Inside Yellow Pages’ SQL-on-Hadoop Journey
Like many national companies, scale is important for Yellow Pages, or YP as the company is now known. So when the Georgia-based local marketing firm set out to find a suitable SQL engine to deliver real-time analytics atop its 1,000-node Hadoop cluster, performance at scale was a prime directive.
It wasn’t long ago that the yellow pages were the go-to directory for Americans. You could find them in every household and in public phone booths (remember those?) Today, most directory services have migrated to the Web, and YP Holdings, the parent company of Yellow Pages, has kept up with the times.
Every month YP Holdings attracts about 70 million unique users to its YP.com website or its mobile apps. In addition to directory look-ups and advertising, the company serves local maps, hosts a cheap gas finder, and serves information about local restaurants and movies.
As you might expect, YP captures data from those 70 million sessions and uses analytics to optimize the experience of visitors to its Web and mobile properties. Because of the scale of the system—it captures more than 3.5 billion events per day—the company uses Hadoop as a staging ground.
Kinder, Gentler ETL
YP currently uses MapReduce-based ETL routines to hammer that data into something more manageable and suitable for its data warehouse, which is based on Vertica, the massively parallel processing (MPP) database from Hewlett-Packard. The company wants to move beyond MapReduce to something that’s faster, says Bill Theisinger, vice president of engineering for YP’s Platform Data Services group.

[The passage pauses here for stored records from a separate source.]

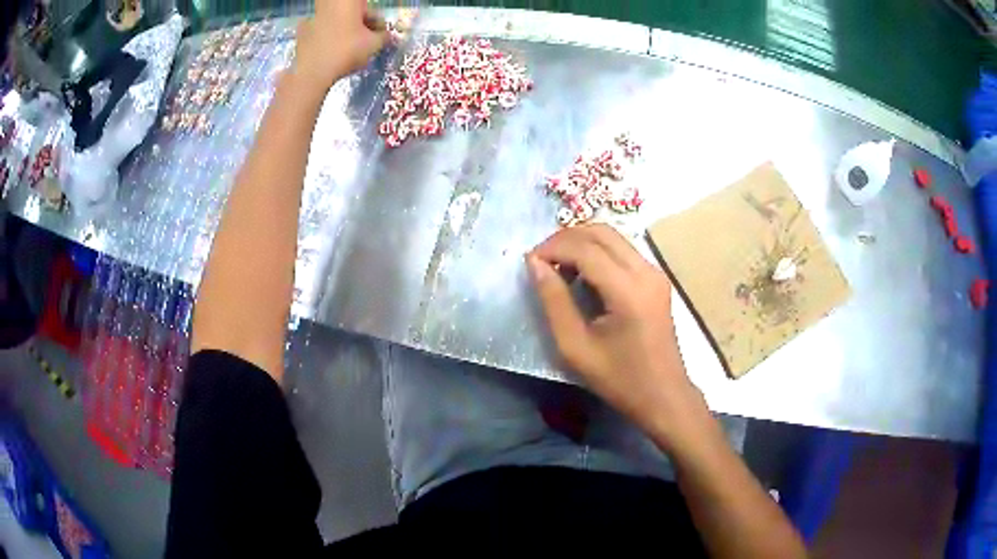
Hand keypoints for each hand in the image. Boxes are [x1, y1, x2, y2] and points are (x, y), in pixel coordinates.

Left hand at [290, 0, 387, 93]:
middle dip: (361, 23)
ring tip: (349, 47)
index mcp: (348, 2)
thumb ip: (384, 36)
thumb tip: (387, 35)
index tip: (379, 33)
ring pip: (335, 19)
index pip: (369, 7)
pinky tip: (331, 50)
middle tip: (366, 40)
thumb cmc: (346, 52)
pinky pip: (320, 29)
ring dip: (345, 29)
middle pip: (351, 11)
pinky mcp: (302, 31)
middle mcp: (330, 5)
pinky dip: (327, 36)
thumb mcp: (374, 45)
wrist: (312, 73)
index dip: (376, 20)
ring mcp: (313, 17)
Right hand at [527, 224, 706, 442]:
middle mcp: (646, 271)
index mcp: (628, 290)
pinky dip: (597, 252)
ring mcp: (655, 272)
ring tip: (557, 266)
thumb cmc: (619, 379)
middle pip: (601, 232)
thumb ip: (553, 301)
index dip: (552, 248)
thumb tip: (535, 263)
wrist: (663, 395)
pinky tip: (582, 274)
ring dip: (581, 243)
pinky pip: (622, 250)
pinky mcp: (656, 279)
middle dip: (565, 238)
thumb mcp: (575, 346)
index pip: (585, 248)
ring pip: (613, 237)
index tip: (529, 262)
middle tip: (541, 260)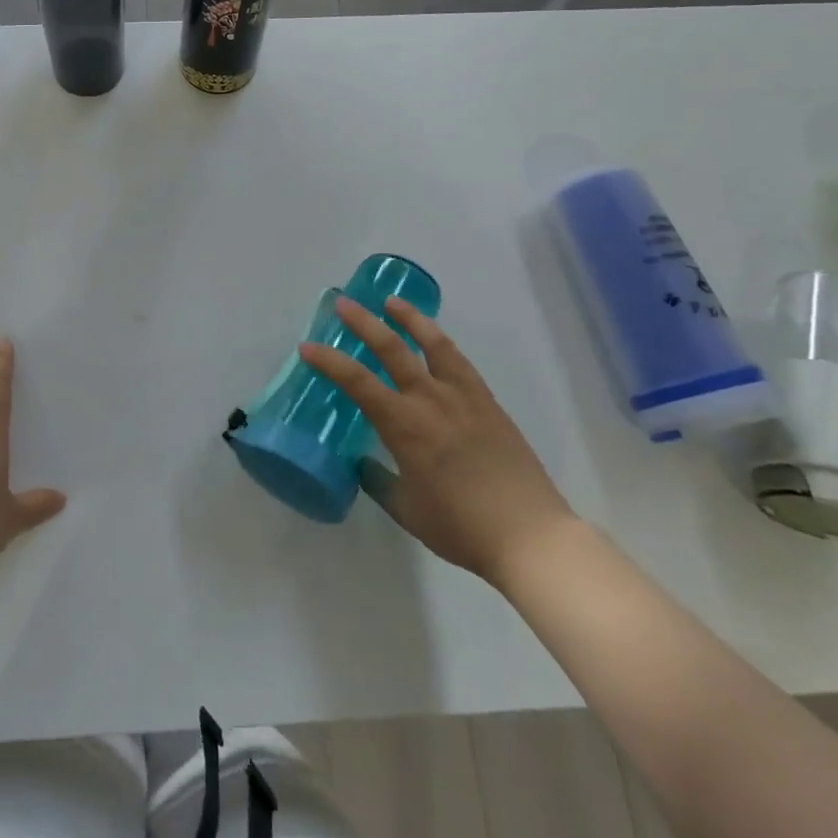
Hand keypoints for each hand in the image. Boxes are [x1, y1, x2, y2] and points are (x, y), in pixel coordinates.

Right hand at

“I’m very interested in trying to move toward something that doesn’t look like MapReduce,” Theisinger tells Datanami. “I think that MapReduce is a little bit slow and kludgey. It’s run its course. We’re seeing that it’s a little too slow in some regards for what we’re trying to do.”
The company is looking to SQL on Hadoop tools to give it a processing edge within its 5 PB cluster, which is based on Cloudera‘s CDH5. This would enable the company to do more processing of the user behavior data as it sits on HDFS before moving the best summary data to the separate Vertica cluster for reporting and ad hoc analytics.

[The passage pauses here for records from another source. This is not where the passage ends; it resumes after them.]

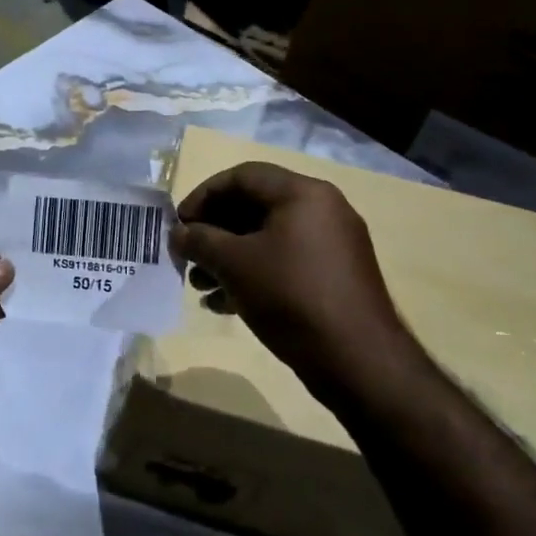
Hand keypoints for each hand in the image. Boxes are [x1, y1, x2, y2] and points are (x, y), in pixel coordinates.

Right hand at [173, 162, 411, 393]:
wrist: (357, 359)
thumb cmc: (290, 295)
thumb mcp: (233, 264)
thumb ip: (199, 241)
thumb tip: (178, 233)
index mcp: (302, 194)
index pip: (241, 176)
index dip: (203, 196)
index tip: (179, 225)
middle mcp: (322, 210)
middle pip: (253, 206)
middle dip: (213, 232)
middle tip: (187, 256)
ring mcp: (331, 245)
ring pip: (266, 238)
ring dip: (227, 257)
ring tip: (200, 286)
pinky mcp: (333, 276)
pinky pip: (284, 262)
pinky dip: (252, 274)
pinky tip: (224, 303)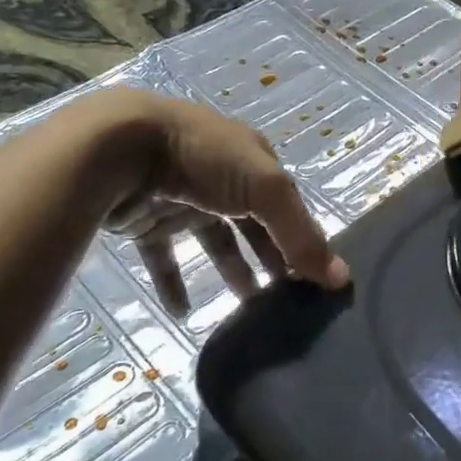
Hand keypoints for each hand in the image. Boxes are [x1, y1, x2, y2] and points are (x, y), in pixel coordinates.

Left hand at [102, 96, 348, 314]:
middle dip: (270, 259)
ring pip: (212, 240)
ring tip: (245, 314)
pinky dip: (173, 283)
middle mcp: (220, 175)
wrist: (118, 147)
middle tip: (285, 301)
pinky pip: (163, 255)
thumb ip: (301, 234)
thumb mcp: (264, 189)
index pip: (286, 204)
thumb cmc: (203, 159)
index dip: (301, 238)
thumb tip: (342, 279)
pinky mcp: (147, 218)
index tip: (313, 281)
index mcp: (252, 159)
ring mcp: (182, 195)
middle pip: (253, 224)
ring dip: (230, 272)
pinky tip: (183, 313)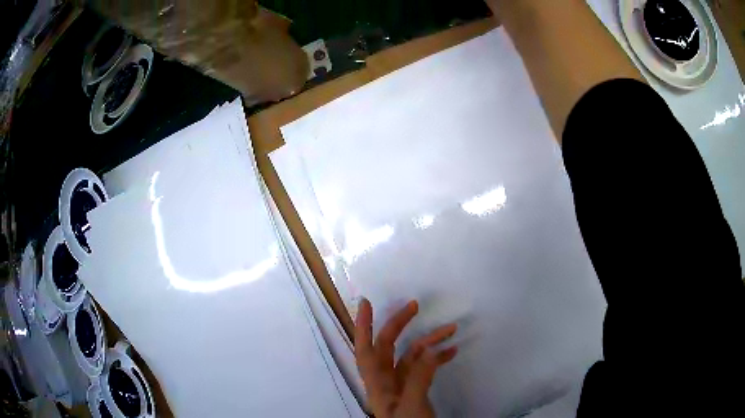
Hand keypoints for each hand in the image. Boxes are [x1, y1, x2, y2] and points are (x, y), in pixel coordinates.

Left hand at [354, 298, 457, 417]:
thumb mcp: (412, 404)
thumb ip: (419, 376)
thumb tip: (430, 348)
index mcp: (378, 385)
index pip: (365, 350)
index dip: (363, 326)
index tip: (366, 303)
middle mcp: (386, 382)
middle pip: (387, 347)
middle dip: (398, 325)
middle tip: (414, 305)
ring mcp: (402, 387)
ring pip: (411, 356)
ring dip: (428, 341)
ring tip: (451, 329)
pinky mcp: (416, 391)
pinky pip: (425, 369)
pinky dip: (437, 358)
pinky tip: (452, 351)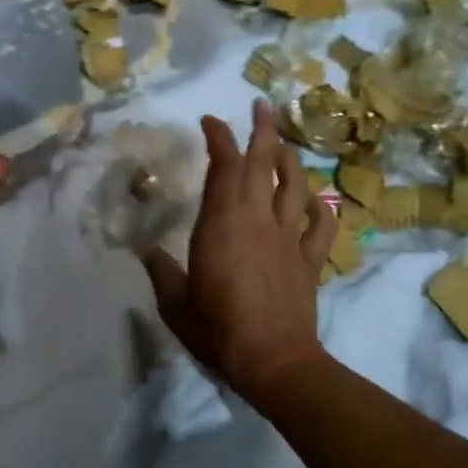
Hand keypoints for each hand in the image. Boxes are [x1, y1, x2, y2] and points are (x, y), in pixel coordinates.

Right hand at [142, 100, 336, 400]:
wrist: (274, 362)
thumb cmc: (218, 330)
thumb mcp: (175, 304)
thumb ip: (161, 272)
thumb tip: (146, 251)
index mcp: (222, 223)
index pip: (223, 166)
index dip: (218, 137)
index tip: (210, 121)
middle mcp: (257, 219)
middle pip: (264, 163)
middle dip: (262, 129)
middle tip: (261, 105)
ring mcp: (288, 237)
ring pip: (295, 185)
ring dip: (291, 159)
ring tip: (284, 144)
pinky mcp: (310, 260)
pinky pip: (321, 226)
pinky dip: (321, 208)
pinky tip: (317, 201)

This solution is focused on YP’s internal decision making, not its advertising business. “If we release a product on any of our consumer sites or any apps, we can collect feedback on how that product feature is performing very quickly without having to build an architecture around it or instrument anything,” he says. “We can just simply use [a SQL on Hadoop solution] to query the data and be able to get the results…pretty instantaneously, if not within minutes or an hour.”
SQL Hadoop Showdown
The hunt for a SQL on Hadoop solution would not replace its Vertica MPP database, but instead would make it easier to access less commonly used data, Theisinger says.
“While we collect a tremendous amount of data on a daily basis, we don’t necessarily find all that data valuable on a given day,” he says. “Like traffic quality. Sometimes we filter traffic quality from the reports…but sometimes they want to do analyses of traffic quality. Because there’s not a lot of utility for storing that data within the warehousing platform, we’ll keep it in HDFS.”
Theisinger is holding a bake-off between two SQL on Hadoop contestants: Cloudera’s Impala and HP’s Vertica SQL on Hadoop. While he acknowledges that YP has been a happy Vertica customer for some time, he says he’s open to other approaches, including Impala. “I’m tool agnostic,” he says. “I just want to find the right tool for the job.”
It’s all about delivering fast access to data. “We want to be able to have a tool to allow analysts to go to our Hadoop infrastructure and run a very fast query engine against the data to get results within minutes, rather than having it chug through the data in a slower way,” he says.
Based on Theisinger’s comments, Vertica SQL on Hadoop—a version of the MPP database that’s been ported to run natively on YARN and HDFS–is the early favorite. “Vertica SQL on Hadoop is extremely promising in terms of what we can provide to users,” he says. “It’s performing exceptional well.”
File Format Daze
The returns are not all in, and YP continues to test both SQL on Hadoop solutions. But according to Theisinger, a big reason for Vertica’s early lead has to do the file formats used by the two solutions. Namely, Cloudera stores its data in Parquet, whereas Vertica SQL on Hadoop uses the Optimized Row Columnar (ORC) format.
Theisinger is leaning toward standardizing on ORC as a file format over Parquet. “We’re capturing a lot of data in Hadoop and HBase, so a lot of data resides in HDFS,” he explains. “And we can store that data in ORC far more performant than any other formats we’ve used in the past, like sequence files for example.”
The ORC format gives YP more options for access the HDFS files data from different tools, including natively accessing ORC data as an external table from the Vertica MPP database. Hive also supports ORC, which meshes well with its Hive activity.
At the end of the day, Theisinger would like to standardize on a single file format, and ORC appears to be leading that race.
“We’ve been balancing file formats for different tools for quite some time and I would love to avoid having to do that in the future,” he says. “If we were to deploy multiple tools in this environment, we’d need to do a lot of data conversations. It would be great to avoid doing that if we can.”